In questo quadro, quanto conta ancora l’affermazione del ruolo dello Stato? Con una mano i governi Socialisti hanno contribuito alla dissoluzione degli strumenti di controllo sull’economia, rendendo il costo del lavoro uno strumento di competizione e la quadratura del bilancio un dovere incontrovertibile; con l’altra non possono più rivendicarne l’utilizzo ora che il meccanismo riflette i suoi effetti più dolorosi. Cosa ha dunque ucciso il Socialismo se non questa adesione incondizionata al liberalismo internazionalista e la sottovalutazione dei suoi effetti sul suo stesso elettorato? Come si può ancora essere credibili nella critica al capitalismo selvaggio, quando fino a ieri sera i maggiori leader hanno lisciato il pelo ai gruppi affaristici alla ricerca del definitivo sdoganamento da parte della “nave dei potenti”?

Se, come affermava Bobbio, è la tensione verso l’uguaglianza l’essenziale carattere della Sinistra, per la sua ricostruzione il Socialismo Europeo deve fare i conti con le condizioni primarie per cui questa si possa ottenere: non con l’affermazione dell’individualismo dell’impresa, ma con la ricostituzione di una comunità di solidarietà, solidamente radicata in un territorio ed in una cultura; non con l’illusione del progresso senza limiti, ma con la consapevolezza della finitezza tanto delle risorse naturali ed economiche tanto della capacità razionale umana; non con le lezioni nelle grandi università, ma con la presenza fisica sul territorio.

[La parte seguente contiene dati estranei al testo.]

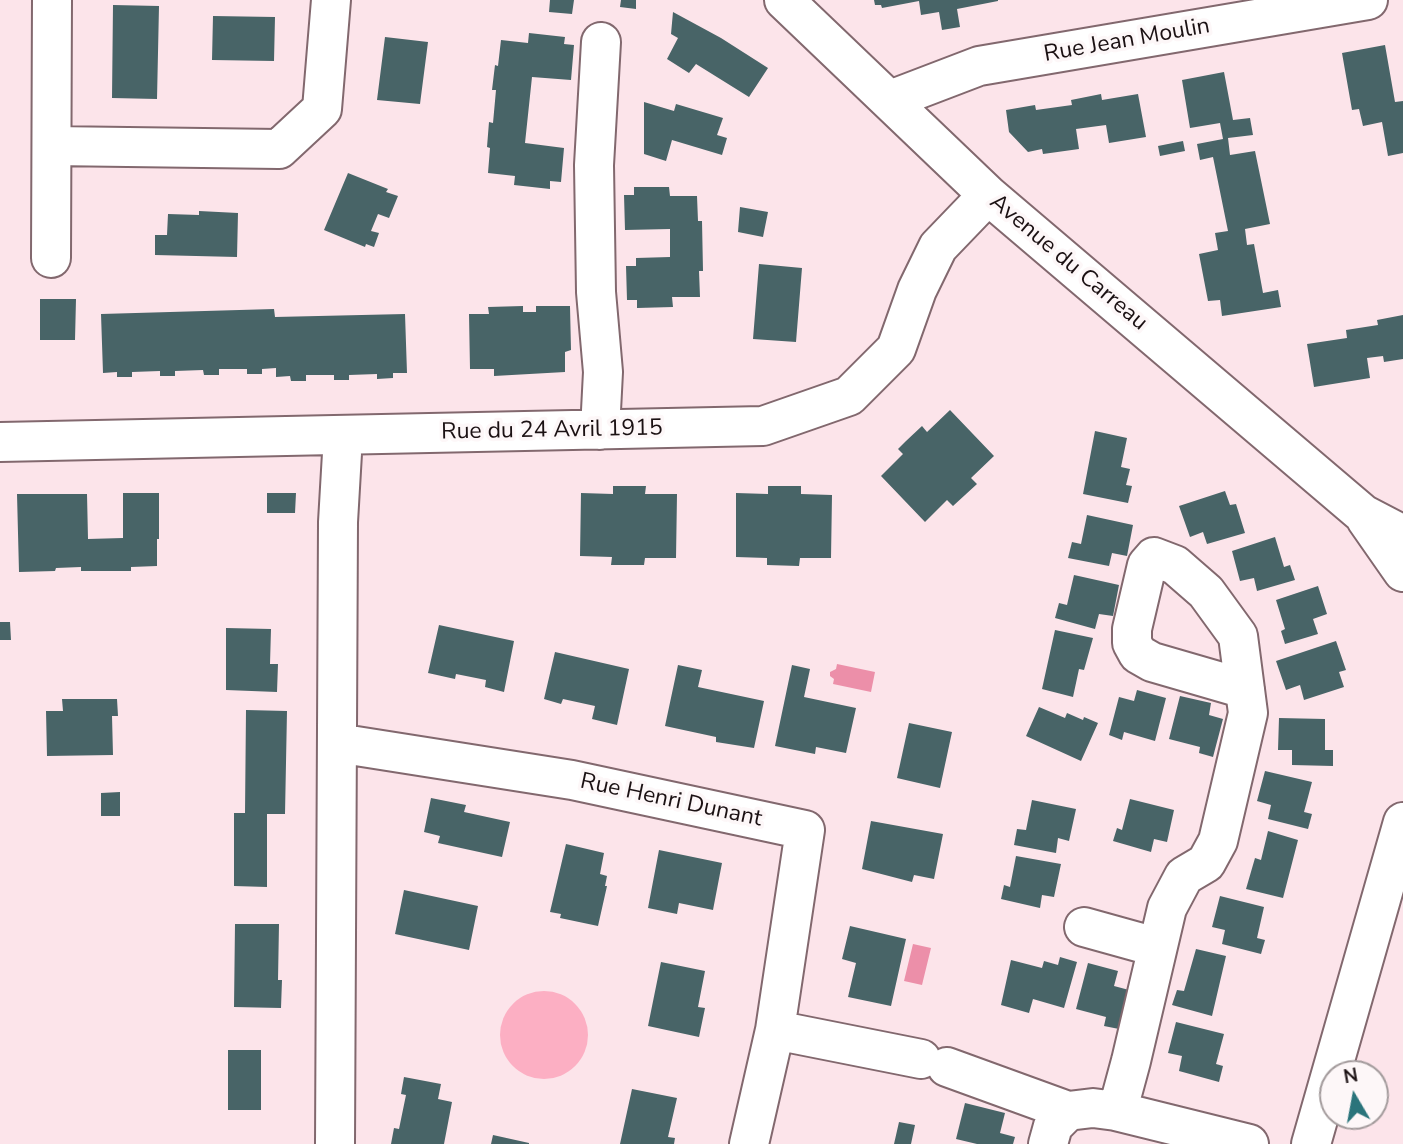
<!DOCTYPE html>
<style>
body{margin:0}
#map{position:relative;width:1403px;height:1144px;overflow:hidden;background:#fce4ea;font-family:"Nunito Sans",sans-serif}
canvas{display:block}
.north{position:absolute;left:1319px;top:1060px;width:70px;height:70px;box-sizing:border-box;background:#fdf7f8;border:2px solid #a39b9c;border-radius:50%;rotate:350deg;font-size:19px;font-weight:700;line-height:28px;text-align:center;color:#1b1113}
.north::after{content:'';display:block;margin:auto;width:24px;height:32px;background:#2a747b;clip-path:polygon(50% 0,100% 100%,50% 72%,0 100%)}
</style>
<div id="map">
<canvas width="1403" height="1144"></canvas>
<div class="north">N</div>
</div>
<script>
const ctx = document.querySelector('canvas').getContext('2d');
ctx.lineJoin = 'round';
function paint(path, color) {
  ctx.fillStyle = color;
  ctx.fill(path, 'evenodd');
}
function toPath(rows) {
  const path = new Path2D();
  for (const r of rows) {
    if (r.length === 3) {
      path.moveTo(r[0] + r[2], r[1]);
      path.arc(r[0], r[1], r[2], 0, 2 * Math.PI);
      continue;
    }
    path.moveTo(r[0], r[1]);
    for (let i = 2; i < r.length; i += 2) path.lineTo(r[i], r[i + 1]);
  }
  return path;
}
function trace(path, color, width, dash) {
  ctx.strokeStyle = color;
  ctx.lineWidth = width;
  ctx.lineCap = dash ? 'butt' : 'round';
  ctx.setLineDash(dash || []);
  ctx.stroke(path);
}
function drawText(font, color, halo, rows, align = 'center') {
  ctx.font = font + ' "Nunito Sans",sans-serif';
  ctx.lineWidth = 7;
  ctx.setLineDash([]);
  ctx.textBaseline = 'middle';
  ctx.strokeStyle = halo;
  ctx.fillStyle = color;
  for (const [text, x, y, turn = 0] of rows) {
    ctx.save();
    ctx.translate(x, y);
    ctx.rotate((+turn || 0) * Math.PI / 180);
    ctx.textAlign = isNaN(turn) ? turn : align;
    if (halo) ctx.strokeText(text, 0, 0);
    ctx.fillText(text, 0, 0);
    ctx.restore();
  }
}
const green = toPath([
 [544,1035,44]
]);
const water = toPath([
 [837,664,875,672,871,692,833,684,834,679,830,676,830,672,836,669],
 [913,944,931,948,922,985,904,981]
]);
const building = toPath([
 [550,0,574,0,572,14,549,12],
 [621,0,636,0,636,9,620,7],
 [874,0,998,0,998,1,957,9,960,27,942,30,939,12,921,15,919,1,882,8,881,5,875,5],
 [113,5,159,6,157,99,112,98],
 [673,12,721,38,768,68,749,97,696,64,689,73,667,59,678,38,671,34],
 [213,16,275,17,274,61,212,60],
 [529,33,565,37,564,44,574,45,571,80,532,77,525,143,564,148,561,182,550,181,550,189,514,185,515,176,488,173,490,148,487,147,489,122,493,123,496,90,492,90,495,65,498,66,501,40,528,43],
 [385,37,428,42,420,104,377,100],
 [1385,45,1395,102,1403,101,1403,153,1388,156,1382,122,1363,126,1359,109,1352,110,1342,53],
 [1224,72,1233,120,1250,118,1253,135,1228,138,1230,155,1255,151,1270,224,1245,229,1247,245,1254,244,1263,293,1278,290,1281,307,1222,316,1220,300,1208,301,1199,254,1218,250,1215,233,1228,231,1213,157,1200,160,1197,144,1223,139,1220,123,1190,128,1182,80],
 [1101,94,1102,100,1138,94,1146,137,1109,143,1106,125,1076,129,1079,149,1043,154,1042,149,1028,152,1009,132,1006,110,1035,105,1036,110,1072,105,1071,100],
 [644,102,674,111,676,104,723,118,717,135,727,138,722,155,672,140,666,161,644,154],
 [1183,141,1185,151,1160,156,1158,146],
 [348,173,388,189,386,192,398,196,389,218,378,214,371,231,379,233,374,247,366,244,365,247,324,230],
 [634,187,669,187,670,196,697,196,698,221,702,221,703,271,699,271,700,297,672,297,673,307,637,308,637,300,627,300,626,266,636,266,636,258,670,257,670,229,625,230,624,195,634,195],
 [740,207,768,212,763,237,738,232],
 [199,211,238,213,237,257,155,255,155,235,167,235,168,214,199,215],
 [759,264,802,268,796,342,753,339],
 [40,299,76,299,75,340,40,340],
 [523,306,523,312,536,312,536,306,570,306,571,350,565,352,565,372,494,376,494,369,470,369,469,314,489,314,488,307],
 [274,309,275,317,405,314,407,373,393,373,393,378,377,379,377,374,349,375,349,380,334,380,334,375,306,375,306,381,291,381,290,376,276,377,276,368,262,369,262,374,247,374,247,369,219,369,219,375,204,375,203,370,175,371,175,376,160,376,160,371,132,372,132,377,117,377,117,372,103,373,101,314],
 [1403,315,1403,359,1384,362,1383,356,1367,358,1370,378,1314,387,1307,344,1347,338,1346,330,1378,325,1377,320],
 [950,410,994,456,971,478,977,484,953,506,947,500,925,522,881,476,903,454,898,449,906,441,922,426,927,432],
 [1095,431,1127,438,1121,467,1130,469,1126,485,1132,486,1128,503,1083,494],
 [613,486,646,486,645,494,677,494,676,558,645,558,644,565,611,565,612,557,580,556,581,493,613,494],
 [768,486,801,486,801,494,832,495,831,558,800,558,799,566,767,565,767,558,736,557,736,493,768,494],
 [1225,491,1230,505,1236,504,1245,533,1207,544,1203,532,1190,537,1179,506],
 [123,493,159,493,159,539,157,539,157,566,131,567,131,571,81,571,81,567,56,568,55,571,19,572,17,494,87,494,88,539,123,538],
 [267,493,296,493,295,513,267,513],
 [1087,515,1133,525,1127,556,1112,553,1109,566,1068,558,1072,542,1081,544],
 [1275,537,1284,567,1290,565,1295,580,1257,591,1254,578,1240,581,1232,551],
 [1074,575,1119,585,1113,616,1099,614,1095,629,1055,618,1059,603,1067,605],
 [1318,586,1327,614,1313,619,1318,634,1285,644,1281,631,1285,629,1276,600],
 [0,622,10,622,11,640,0,640],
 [439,625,514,641,504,692,485,687,486,680,456,674,455,679,428,673],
 [226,628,271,629,270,664,278,664,277,692,226,690],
 [1055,630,1093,638,1084,670,1079,669,1073,697,1042,689],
 [1336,641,1346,670,1339,672,1344,687,1304,700,1300,685,1286,690,1276,661],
 [555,652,629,669,617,725,592,719,595,706,563,699,561,704,544,699],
 [678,665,702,670,698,687,764,701,754,748,716,742,716,737,665,726],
 [792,665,810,669,804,697,856,708,846,753,816,747,815,754,775,746],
 [1137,690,1166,698,1155,741,1124,732,1122,740,1109,735,1119,697,1134,701],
 [1180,696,1211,703,1209,715,1223,719,1213,757,1199,753,1200,747,1169,739],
 [62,699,117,699,118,716,112,716,113,755,47,756,46,711,63,711],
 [1039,707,1065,718,1067,713,1083,720,1084,717,1098,723,1081,761,1026,736],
 [246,710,287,711,285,814,267,814,267,887,234,886,234,813,245,813],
 [1279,718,1325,719,1325,750,1333,750,1333,766,1292,765,1292,750,1278,750],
 [909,723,952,732,940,788,897,778],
 [1265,771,1312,782,1304,812,1312,814,1308,829,1268,819,1271,805,1257,801],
 [120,792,120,816,101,816,101,793],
 [431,798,466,805,464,812,510,822,502,857,438,843,440,836,424,832],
 [1130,799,1174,810,1167,842,1154,839,1151,852,1113,841,1117,828,1122,830],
 [1032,800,1076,809,1069,841,1058,838,1056,853,1014,845,1017,829,1026,830],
 [871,821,943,834,934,879,914,875,912,882,862,869],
 [1268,831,1298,840,1283,898,1246,889,1255,858,1261,860],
 [566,844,604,853,600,874,607,876,605,886,607,886,598,926,560,918,561,914,550,912],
 [659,850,722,863,713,910,679,903,677,914,648,908],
 [1016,856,1061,864,1054,897,1042,895,1040,908,1001,899,1004,885,1010,887],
 [404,890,478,906,469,950,395,934],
 [1220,896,1264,907,1257,938,1265,940,1261,954,1222,944,1225,930,1212,927],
 [235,924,279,924,278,980,282,980,281,1008,234,1007],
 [850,926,906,939,891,1006,848,997,856,963,842,959],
 [1196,949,1226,956,1212,1016,1172,1005,1177,990,1184,991],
 [1060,957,1077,962,1064,1008,1033,999,1029,1013,1001,1005,1011,960,1042,968,1044,961,1058,965],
 [661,962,705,971,698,1007,705,1008,699,1037,648,1026],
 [1088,963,1118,971,1114,986,1129,990,1119,1029,1104,1026,1106,1017,1076,1009],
 [1176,1022,1224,1034,1216,1064,1223,1066,1219,1082,1179,1071,1182,1056,1168,1053],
 [228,1050,261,1050,261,1110,228,1110],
 [404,1077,441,1084,438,1099,452,1102,444,1144,391,1144,394,1128,399,1129,406,1095,401,1094],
 [632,1089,677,1098,668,1137,675,1138,674,1144,620,1144],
 [965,1103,1005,1113,1000,1133,1015,1137,1013,1144,977,1144,956,1139],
 [899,1122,915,1125,911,1144,894,1144],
 [493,1135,529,1143,529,1144,491,1144]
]);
const minor = toPath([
 [784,0,988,195,1363,514,1403,535],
 [890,100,979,66,1368,0],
 [52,146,279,149,322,109,331,0],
 [51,258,52,0],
 [600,430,603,372,596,292,594,165,601,42],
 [0,442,763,426,849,396,896,349,917,290,938,247,988,195],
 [1366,519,1403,572],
 [337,743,572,780,805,830,775,1030,749,1144],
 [1084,927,1156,947],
 [775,1030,921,1059],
 [947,1067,1068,1111],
 [1116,1111,1121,1098,1131,1061,1167,908,1184,876,1206,863,1218,841,1248,713,1238,636,1206,592,1175,565,1154,557,1147,565,1132,629,1132,643,1138,654,1152,662,1245,689],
 [335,1144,338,522,343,436],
 [1048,1144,1053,1126,1068,1111,1093,1108,1116,1111,1249,1144],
 [1311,1144,1403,822]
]);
const streetNames = [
 ["Rue Jean Moulin",1127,41,-10],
 ["Avenue du Carreau",1068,263,40],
 ["Rue du 24 Avril 1915",552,431,-1],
 ["Rue Henri Dunant",671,801,12]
];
paint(green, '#fcafc3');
paint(water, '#ec8fa9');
paint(building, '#486467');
trace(minor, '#82686e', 42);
trace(minor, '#fff', 38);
drawText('23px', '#1b1113', '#fdf7f8', streetNames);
</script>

Prima che il populismo di destra non consolidi definitivamente la sua egemonia culturale, possibilmente.

(25 giugno 2009)

1 Commento

  1. Condivido l'analisi su uno dei pricipali passi falsi dei socialisti, l'adesione incondizionata al liberalismo internazionalista. Tuttavia se i temi dell'ambiente, dell'egualitarismo e del pacifismo sono punti cardine di altre aree partitiche (sinistra “vera” e verdi), ciò non vuol dire che non possano rappresentare punti di partenza per rendere nuovamente “umani” i partiti socialisti europei.